As a teenager, I had a friend who was a Christian, and he witnessed to me repeatedly, but it didn't take at all. I was annoyed by it, but I didn't want to hurt my friend's feelings. He was persistent, but it was all in vain . . . or so it seemed.

I then went through life with a materialist philosophy, assuming that there was no God, and that the only reality was the material universe. I thought that believers were foolish for blindly accepting such outlandish stories.

20 years later, when I was in my late 30's, I started attending church with my wife, mainly for the benefit of our 3-year-old daughter. I took a 40-day class in which we read and studied The Purpose Driven Life. One of the chapters was about witnessing. I thought of how my friend was so persistent in witnessing to me, and how much he must have cared about me to be so persistent in the face of my obvious noninterest. I was really touched by that.

The Purpose Driven Life, by Rick Warren, really affected me, and got me interested in reading the Bible. As I began to read the Bible, I decided that I would give this religion nonsense a fair chance. I softened my heart and opened my mind, and the Holy Spirit guided me to the realization that what was written in the Bible was actually true. Then I realized how foolish I had been, and how arrogant and prideful. I gave my life to Christ, and was baptized. My friend's witnessing from 20 years earlier had not taken root immediately, but the seeds had lain dormant on the hard rocky soil of my soul for two decades. It was only after I softened the soil that the seeds took root and my faith flourished. That was the key to all of it - putting away my pride, my cynicism and arrogance for a moment and really giving the Bible a fair shake.

Now Christmas songs mean so much more to me. The truth is that they bring tears of joy to my eyes. Take the third verse of "O Little Town of Bethlehem":

How silently, how silently
The wondrous gift is giv'n!
So God imparts to human hearts
The blessings of His heav'n.
No ear may hear His coming,
But in this world of sin,
Where meek souls will receive Him, still,
The dear Christ enters in.

This touches me so, because it is so true in my life. It was only when I became meek that Christ entered my heart.

Now I am still a sinner and have a long way to go, but I have a new purpose in my life - to serve the Lord, to strive to do His will in this life and in the next.
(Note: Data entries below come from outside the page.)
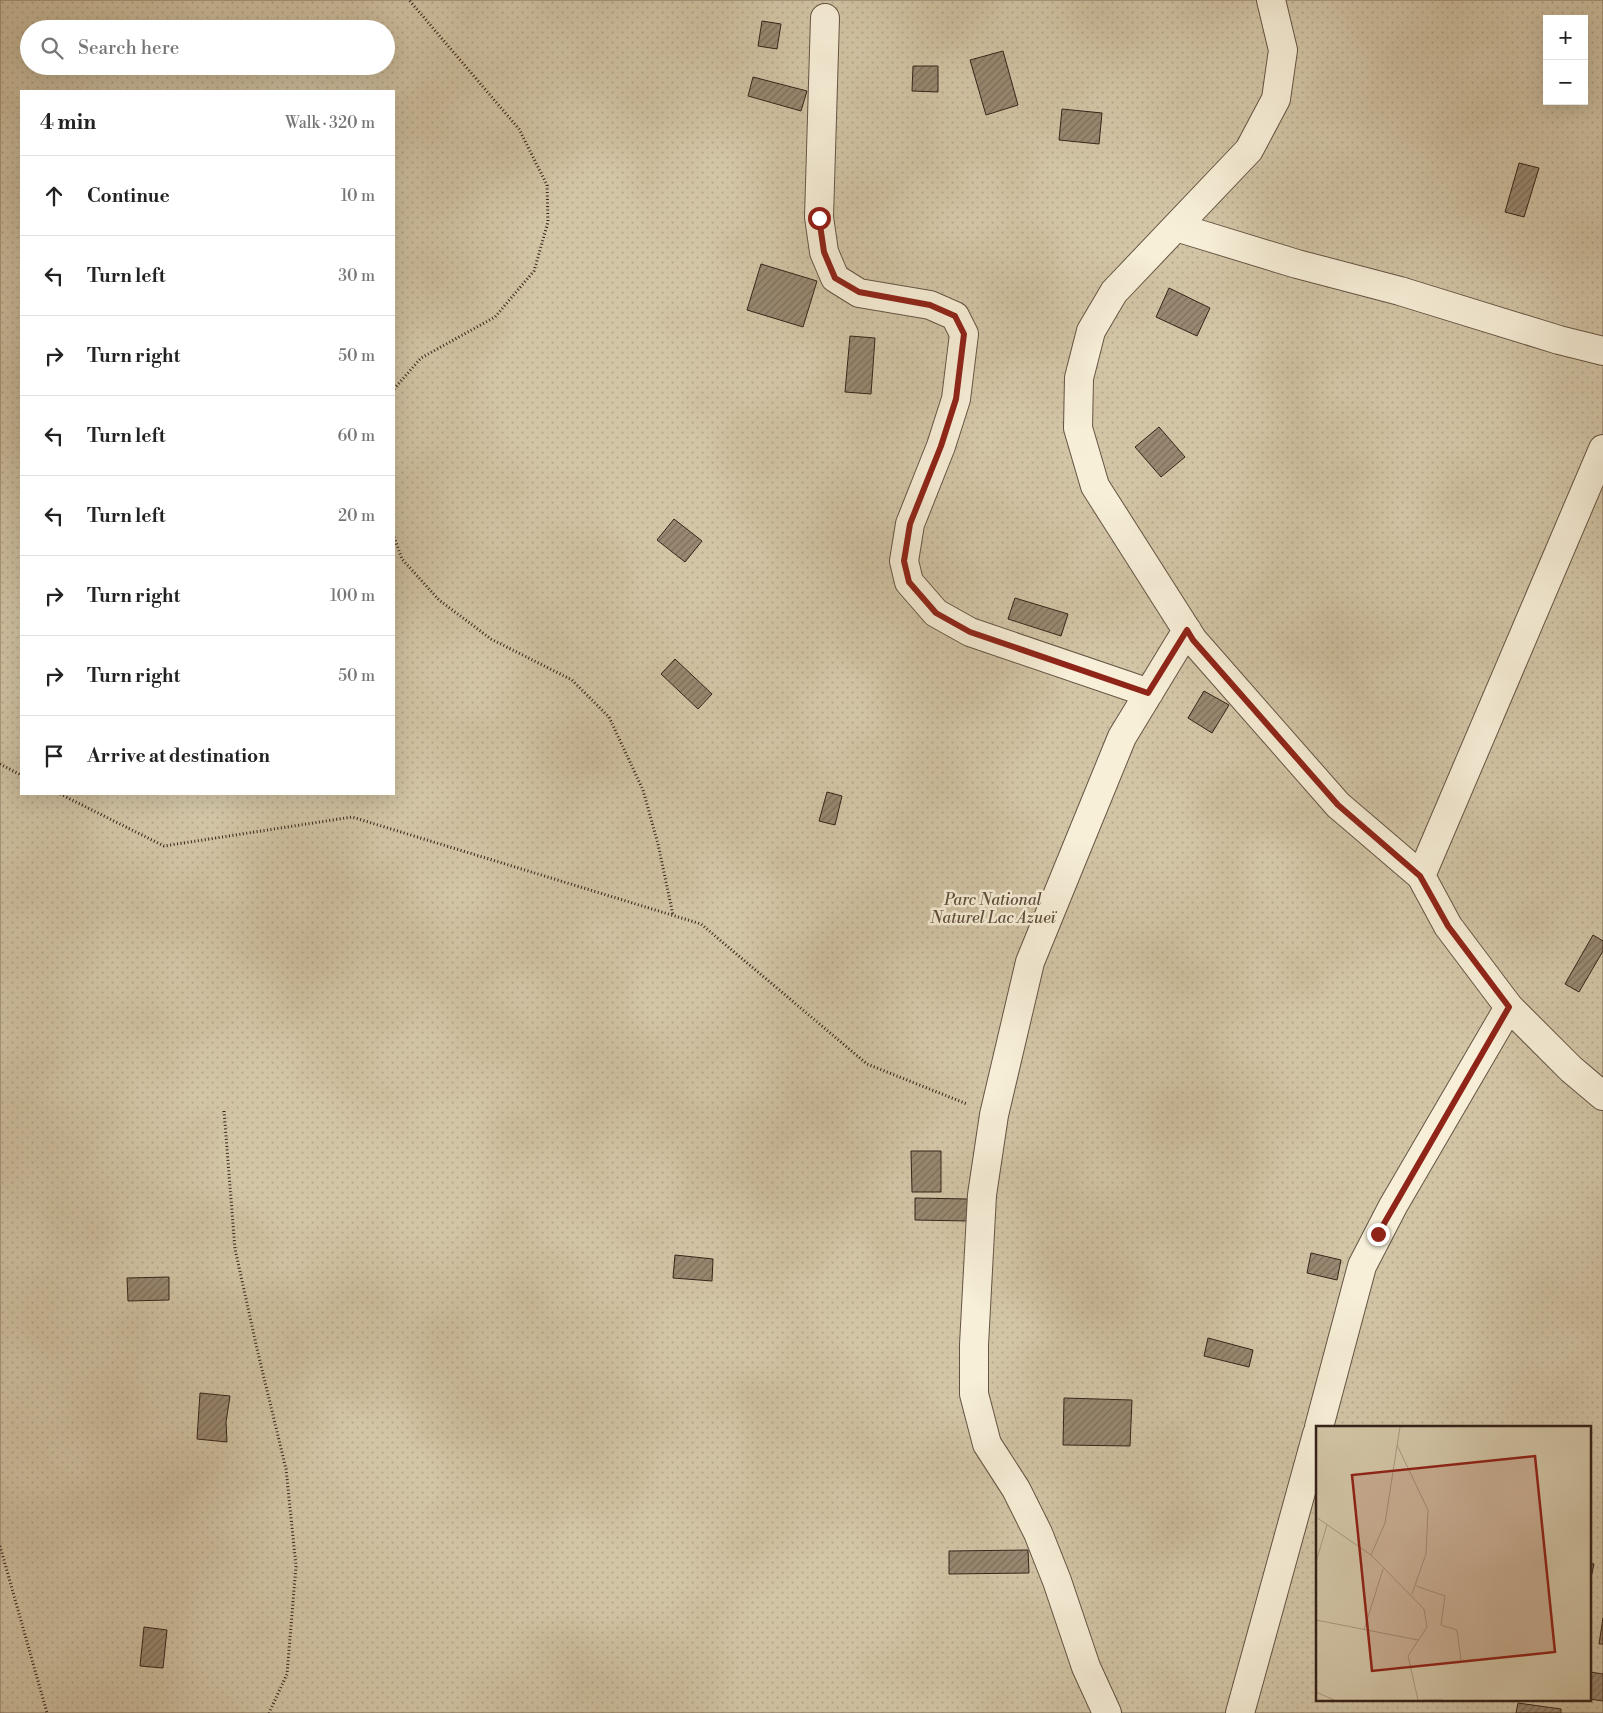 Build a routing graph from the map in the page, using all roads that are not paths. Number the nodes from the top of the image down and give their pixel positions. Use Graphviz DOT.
graph roads {
  1 [pos="1271,0"];
  2 [pos="824,18"];
  3 [pos="1176,227"];
  4 [pos="1603,351"];
  5 [pos="1603,448"];
  6 [pos="1187,630"];
  7 [pos="1148,693"];
  8 [pos="1420,876"];
  9 [pos="1509,1007"];
  10 [pos="1603,1096"];
  11 [pos="1319,1426"];
  12 [pos="1316,1438"];
  13 [pos="1107,1713"];
  14 [pos="1240,1713"];
  1 -- 3 [label="street"];
  2 -- 7 [label="street"];
  3 -- 4 [label="street"];
  3 -- 6 [label="street"];
  5 -- 8 [label="street"];
  6 -- 7 [label="street"];
  6 -- 8 [label="street"];
  7 -- 13 [label="street"];
  8 -- 9 [label="street"];
  9 -- 10 [label="street"];
  9 -- 11 [label="street"];
  12 -- 14 [label="street"];
}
Becoming a Christian has changed my life for the better in so many ways. My marriage is better, my relationship with my child is better, my behavior overall is better (partly because I don't want to disappoint God, and partly because I want my life to be a positive example of the effect that accepting God brings). Even my relationship with my atheist mom and dad and my atheist sister are better now.

I still face trouble in my life, and heartache, and at times misery. But beneath it all, I now have a constant internal joy, a knowledge that we are only here in this material universe for a short time, and that an eternity in Heaven awaits. One of the Christians I know taught me that since Christians are assured of salvation and eternal life after death, our eternal life is truly ongoing right now. Therefore, there is no reason to wait until after we pass from this world to begin doing the things that we plan to do in Heaven.

I am so grateful to God for His mercy and His grace. Though an unworthy sinner deserving nothing but eternal punishment, I have received from God the most precious gift that can be given, through his Son, Jesus Christ. This gift has set me free, and I choose to exercise that freedom to strive to serve God, out of gratitude and love for Him. By doing so, my life has been enriched immeasurably. The Bible says that the fruits of the Holy Spirit are love, joy, peace, patience, kindness, goodness, faithfulness, gentleness, and self-control. I have found this to be the truth.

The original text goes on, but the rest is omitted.